RADARBANYUWANGI.ID - Di tengah keterbatasan akses layanan perbankan konvensional, sebuah toko kelontong di kawasan Lirboyo, Kediri, justru menjelma menjadi “bank mini” yang tak pernah sepi. Aktivitasnya padat, antrean nyaris tak putus—dan perputaran uangnya menembus miliaran rupiah setiap bulan.
Adalah Agen BRILink di Toko Assalam Lirboyo yang kini menjadi tulang punggung transaksi keuangan masyarakat sekitar, terutama kalangan santri. Dalam sehari, agen ini mampu melayani sedikitnya 200 transaksi dengan total nominal mencapai Rp150 juta. Jika ditotal selama sebulan, nilainya menembus Rp4,5 miliar.
Diserbu Santri, Dari Tarik Tunai hingga Bayar Iuran
Pemilik agen, Dandi Setiawan, mengungkapkan mayoritas pengguna layanan berasal dari lingkungan pondok pesantren.
“Sebagian besar pelanggan kami adalah santri. Biasanya untuk tarik tunai atau pembayaran kebutuhan pondok,” ujarnya.
Tak hanya transaksi besar, layanan di agen ini juga menjangkau nominal kecil. Penarikan uang mulai dari Rp10 ribu pun tetap dilayani—sesuatu yang kerap sulit ditemukan di layanan perbankan formal.
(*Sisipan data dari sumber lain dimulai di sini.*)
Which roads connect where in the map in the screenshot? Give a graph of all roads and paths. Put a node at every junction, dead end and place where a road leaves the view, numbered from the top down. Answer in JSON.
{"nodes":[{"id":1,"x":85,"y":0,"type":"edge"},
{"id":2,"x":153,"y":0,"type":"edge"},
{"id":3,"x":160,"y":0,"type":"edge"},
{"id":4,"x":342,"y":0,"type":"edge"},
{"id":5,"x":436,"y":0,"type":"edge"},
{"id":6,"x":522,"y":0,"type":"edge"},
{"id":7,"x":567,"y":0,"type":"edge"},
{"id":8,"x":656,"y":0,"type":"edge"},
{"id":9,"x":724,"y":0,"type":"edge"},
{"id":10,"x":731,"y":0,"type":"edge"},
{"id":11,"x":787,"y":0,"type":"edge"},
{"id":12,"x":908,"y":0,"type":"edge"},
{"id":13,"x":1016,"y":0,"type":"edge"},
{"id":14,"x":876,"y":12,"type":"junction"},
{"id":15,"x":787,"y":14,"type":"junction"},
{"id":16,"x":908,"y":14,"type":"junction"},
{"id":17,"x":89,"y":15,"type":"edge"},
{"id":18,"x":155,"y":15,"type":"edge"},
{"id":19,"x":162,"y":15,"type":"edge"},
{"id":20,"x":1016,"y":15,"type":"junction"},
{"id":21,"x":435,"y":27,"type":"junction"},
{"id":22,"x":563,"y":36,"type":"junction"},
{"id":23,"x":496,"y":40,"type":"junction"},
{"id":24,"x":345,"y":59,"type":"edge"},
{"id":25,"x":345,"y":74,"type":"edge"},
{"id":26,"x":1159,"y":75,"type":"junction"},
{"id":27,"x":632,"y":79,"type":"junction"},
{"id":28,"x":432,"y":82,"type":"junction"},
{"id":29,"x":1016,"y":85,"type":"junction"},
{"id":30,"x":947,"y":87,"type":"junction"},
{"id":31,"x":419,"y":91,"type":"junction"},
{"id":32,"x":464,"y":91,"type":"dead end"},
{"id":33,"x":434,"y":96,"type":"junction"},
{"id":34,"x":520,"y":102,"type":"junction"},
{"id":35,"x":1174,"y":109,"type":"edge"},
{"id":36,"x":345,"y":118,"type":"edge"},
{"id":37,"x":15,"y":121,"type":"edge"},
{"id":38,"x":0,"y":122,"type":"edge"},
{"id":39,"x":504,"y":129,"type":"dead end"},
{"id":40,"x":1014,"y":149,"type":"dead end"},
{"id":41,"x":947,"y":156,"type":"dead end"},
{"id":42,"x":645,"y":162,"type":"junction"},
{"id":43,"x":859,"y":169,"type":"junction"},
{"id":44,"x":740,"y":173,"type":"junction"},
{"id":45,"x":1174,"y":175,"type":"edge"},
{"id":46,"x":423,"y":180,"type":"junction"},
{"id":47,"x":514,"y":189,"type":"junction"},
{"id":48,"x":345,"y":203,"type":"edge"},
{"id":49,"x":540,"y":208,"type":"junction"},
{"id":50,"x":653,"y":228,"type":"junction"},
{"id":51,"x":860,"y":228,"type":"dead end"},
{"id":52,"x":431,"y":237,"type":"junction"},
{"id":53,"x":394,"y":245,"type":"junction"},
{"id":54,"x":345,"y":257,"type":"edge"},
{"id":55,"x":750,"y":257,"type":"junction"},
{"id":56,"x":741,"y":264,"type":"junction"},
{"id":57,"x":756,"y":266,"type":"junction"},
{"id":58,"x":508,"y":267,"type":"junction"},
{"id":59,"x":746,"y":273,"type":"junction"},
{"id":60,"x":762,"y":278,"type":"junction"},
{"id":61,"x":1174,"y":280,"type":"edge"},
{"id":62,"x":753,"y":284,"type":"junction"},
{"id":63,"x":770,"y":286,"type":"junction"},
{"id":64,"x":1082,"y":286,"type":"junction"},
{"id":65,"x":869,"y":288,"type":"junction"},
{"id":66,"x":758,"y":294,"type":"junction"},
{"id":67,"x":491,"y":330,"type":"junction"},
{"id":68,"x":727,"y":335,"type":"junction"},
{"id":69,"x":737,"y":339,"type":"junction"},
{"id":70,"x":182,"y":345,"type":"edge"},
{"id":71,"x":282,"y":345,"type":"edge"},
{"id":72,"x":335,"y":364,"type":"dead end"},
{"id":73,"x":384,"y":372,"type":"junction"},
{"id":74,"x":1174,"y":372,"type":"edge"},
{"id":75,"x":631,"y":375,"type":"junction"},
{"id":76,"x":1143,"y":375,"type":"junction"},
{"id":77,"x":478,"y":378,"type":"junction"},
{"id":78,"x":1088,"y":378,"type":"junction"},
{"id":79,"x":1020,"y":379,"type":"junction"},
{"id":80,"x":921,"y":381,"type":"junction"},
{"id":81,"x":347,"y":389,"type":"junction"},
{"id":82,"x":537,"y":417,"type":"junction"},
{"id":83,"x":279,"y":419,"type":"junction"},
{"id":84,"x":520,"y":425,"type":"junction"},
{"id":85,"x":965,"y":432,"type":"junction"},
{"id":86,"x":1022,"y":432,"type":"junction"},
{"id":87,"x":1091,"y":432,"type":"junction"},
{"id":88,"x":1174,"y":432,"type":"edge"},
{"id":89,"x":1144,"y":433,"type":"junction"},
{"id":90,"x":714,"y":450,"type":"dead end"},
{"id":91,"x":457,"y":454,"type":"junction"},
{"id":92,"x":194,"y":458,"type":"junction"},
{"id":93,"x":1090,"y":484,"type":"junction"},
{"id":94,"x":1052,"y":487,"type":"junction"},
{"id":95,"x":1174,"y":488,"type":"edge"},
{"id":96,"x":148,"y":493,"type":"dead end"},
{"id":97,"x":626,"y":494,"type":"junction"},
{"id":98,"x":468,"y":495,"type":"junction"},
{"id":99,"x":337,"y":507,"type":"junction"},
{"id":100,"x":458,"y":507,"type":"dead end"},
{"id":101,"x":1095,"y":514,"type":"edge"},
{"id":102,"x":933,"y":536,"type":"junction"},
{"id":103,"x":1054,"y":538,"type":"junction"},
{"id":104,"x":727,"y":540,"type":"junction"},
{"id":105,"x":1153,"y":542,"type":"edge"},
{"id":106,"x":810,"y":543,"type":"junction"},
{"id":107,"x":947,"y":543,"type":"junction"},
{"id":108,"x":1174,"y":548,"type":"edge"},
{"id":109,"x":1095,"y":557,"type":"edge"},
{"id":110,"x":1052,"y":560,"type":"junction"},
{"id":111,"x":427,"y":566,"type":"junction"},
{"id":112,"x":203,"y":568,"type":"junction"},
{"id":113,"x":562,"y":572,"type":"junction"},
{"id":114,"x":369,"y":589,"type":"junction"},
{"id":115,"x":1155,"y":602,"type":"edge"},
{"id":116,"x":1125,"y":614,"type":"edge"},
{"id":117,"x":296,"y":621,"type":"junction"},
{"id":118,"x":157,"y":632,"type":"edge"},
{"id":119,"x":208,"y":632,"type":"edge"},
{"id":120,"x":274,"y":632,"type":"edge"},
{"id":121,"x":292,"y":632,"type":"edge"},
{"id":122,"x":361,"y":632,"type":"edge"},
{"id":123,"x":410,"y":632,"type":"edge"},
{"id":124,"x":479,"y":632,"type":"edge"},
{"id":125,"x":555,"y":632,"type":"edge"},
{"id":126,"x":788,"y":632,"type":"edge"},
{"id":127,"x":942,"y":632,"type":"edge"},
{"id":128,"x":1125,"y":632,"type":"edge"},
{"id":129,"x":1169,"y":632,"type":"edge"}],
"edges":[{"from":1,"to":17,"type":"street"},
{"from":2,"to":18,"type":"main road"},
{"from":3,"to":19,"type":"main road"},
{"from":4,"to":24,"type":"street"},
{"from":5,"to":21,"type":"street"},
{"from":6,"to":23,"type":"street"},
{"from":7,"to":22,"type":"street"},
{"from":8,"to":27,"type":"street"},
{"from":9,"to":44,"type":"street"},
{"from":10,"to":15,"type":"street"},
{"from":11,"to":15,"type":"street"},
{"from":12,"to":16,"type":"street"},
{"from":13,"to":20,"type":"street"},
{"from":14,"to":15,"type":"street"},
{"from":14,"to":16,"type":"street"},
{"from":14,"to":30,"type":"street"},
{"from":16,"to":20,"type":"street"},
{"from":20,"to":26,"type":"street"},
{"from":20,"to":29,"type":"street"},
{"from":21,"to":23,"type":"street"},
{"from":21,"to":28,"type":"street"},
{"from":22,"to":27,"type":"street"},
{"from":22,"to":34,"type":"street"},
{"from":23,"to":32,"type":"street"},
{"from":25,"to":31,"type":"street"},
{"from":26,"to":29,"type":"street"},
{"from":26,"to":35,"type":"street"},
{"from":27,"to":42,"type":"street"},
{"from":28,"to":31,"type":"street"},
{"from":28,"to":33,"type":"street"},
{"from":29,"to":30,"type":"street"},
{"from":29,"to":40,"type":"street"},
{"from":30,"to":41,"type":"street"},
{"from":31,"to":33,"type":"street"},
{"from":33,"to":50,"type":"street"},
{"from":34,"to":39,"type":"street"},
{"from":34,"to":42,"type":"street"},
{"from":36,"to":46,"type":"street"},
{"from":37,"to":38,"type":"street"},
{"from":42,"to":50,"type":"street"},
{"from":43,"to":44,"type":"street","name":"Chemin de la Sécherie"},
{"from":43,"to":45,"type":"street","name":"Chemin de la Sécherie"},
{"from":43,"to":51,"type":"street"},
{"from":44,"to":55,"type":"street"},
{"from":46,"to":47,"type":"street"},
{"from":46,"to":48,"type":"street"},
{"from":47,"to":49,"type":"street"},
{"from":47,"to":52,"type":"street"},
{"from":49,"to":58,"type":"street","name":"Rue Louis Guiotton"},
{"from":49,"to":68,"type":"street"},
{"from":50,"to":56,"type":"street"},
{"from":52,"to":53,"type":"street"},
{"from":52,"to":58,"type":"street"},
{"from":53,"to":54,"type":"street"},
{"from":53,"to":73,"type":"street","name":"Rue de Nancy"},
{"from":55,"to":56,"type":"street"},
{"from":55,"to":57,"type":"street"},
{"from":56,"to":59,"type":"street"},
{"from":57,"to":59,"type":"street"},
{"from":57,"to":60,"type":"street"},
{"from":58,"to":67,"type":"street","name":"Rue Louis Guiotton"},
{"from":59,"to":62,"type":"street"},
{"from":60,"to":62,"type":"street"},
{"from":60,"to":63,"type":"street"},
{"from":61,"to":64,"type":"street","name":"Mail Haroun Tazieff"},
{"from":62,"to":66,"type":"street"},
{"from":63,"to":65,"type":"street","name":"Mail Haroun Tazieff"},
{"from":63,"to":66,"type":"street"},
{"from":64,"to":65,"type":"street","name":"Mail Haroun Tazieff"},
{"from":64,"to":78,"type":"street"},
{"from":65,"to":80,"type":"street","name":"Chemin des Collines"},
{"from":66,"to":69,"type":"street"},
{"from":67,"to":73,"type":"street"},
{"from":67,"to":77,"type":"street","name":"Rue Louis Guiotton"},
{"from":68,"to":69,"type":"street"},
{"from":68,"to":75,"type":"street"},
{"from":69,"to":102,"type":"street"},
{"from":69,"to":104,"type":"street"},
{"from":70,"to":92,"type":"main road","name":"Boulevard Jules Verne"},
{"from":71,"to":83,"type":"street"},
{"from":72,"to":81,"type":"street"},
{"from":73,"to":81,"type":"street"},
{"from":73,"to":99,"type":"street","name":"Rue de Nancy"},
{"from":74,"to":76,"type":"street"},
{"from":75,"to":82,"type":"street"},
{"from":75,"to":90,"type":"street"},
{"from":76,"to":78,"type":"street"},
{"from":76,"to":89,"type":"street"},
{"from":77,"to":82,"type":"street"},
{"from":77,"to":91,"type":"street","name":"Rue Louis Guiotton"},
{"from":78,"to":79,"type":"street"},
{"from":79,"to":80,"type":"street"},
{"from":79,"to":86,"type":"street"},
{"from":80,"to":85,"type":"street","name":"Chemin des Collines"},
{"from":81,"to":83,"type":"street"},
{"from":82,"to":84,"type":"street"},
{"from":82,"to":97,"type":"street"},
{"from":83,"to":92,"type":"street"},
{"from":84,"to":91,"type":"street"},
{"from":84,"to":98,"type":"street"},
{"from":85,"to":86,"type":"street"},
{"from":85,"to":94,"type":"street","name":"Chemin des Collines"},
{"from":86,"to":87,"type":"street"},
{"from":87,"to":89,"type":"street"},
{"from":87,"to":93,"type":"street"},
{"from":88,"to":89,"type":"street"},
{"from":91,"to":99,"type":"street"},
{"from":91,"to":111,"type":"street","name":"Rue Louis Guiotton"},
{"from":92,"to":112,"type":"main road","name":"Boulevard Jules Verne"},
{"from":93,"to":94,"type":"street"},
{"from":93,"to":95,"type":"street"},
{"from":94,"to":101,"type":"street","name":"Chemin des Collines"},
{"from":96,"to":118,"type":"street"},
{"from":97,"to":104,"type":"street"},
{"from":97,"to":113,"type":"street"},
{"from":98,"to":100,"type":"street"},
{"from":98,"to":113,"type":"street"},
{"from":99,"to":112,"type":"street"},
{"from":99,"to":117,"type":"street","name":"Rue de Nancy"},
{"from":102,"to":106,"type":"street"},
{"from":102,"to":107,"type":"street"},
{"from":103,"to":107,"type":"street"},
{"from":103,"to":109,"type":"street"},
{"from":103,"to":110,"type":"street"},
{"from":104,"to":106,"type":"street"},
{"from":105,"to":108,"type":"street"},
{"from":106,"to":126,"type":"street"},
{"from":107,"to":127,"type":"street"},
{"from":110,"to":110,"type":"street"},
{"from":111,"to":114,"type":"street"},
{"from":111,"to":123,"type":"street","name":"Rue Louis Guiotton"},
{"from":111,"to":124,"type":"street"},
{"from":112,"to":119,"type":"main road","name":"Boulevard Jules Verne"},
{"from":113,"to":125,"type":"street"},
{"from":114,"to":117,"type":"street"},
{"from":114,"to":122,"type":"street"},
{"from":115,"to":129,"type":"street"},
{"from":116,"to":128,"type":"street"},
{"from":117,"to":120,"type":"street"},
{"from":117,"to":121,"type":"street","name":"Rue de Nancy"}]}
Fleksibilitas inilah yang membuat agen BRILink menjadi pilihan utama, terutama bagi masyarakat yang membutuhkan akses cepat dan praktis.
Dari Toko Biasa Jadi Pusat Transaksi Miliaran
Awalnya hanya toko kebutuhan sehari-hari, kini Toko Assalam berubah menjadi pusat aktivitas keuangan. Transformasi ini menjadi bukti bagaimana model layanan tanpa kantor mampu menjawab kebutuhan masyarakat.
Keberadaan Bank Rakyat Indonesia melalui program BRILink dinilai berhasil menjangkau segmen yang sebelumnya sulit terlayani bank.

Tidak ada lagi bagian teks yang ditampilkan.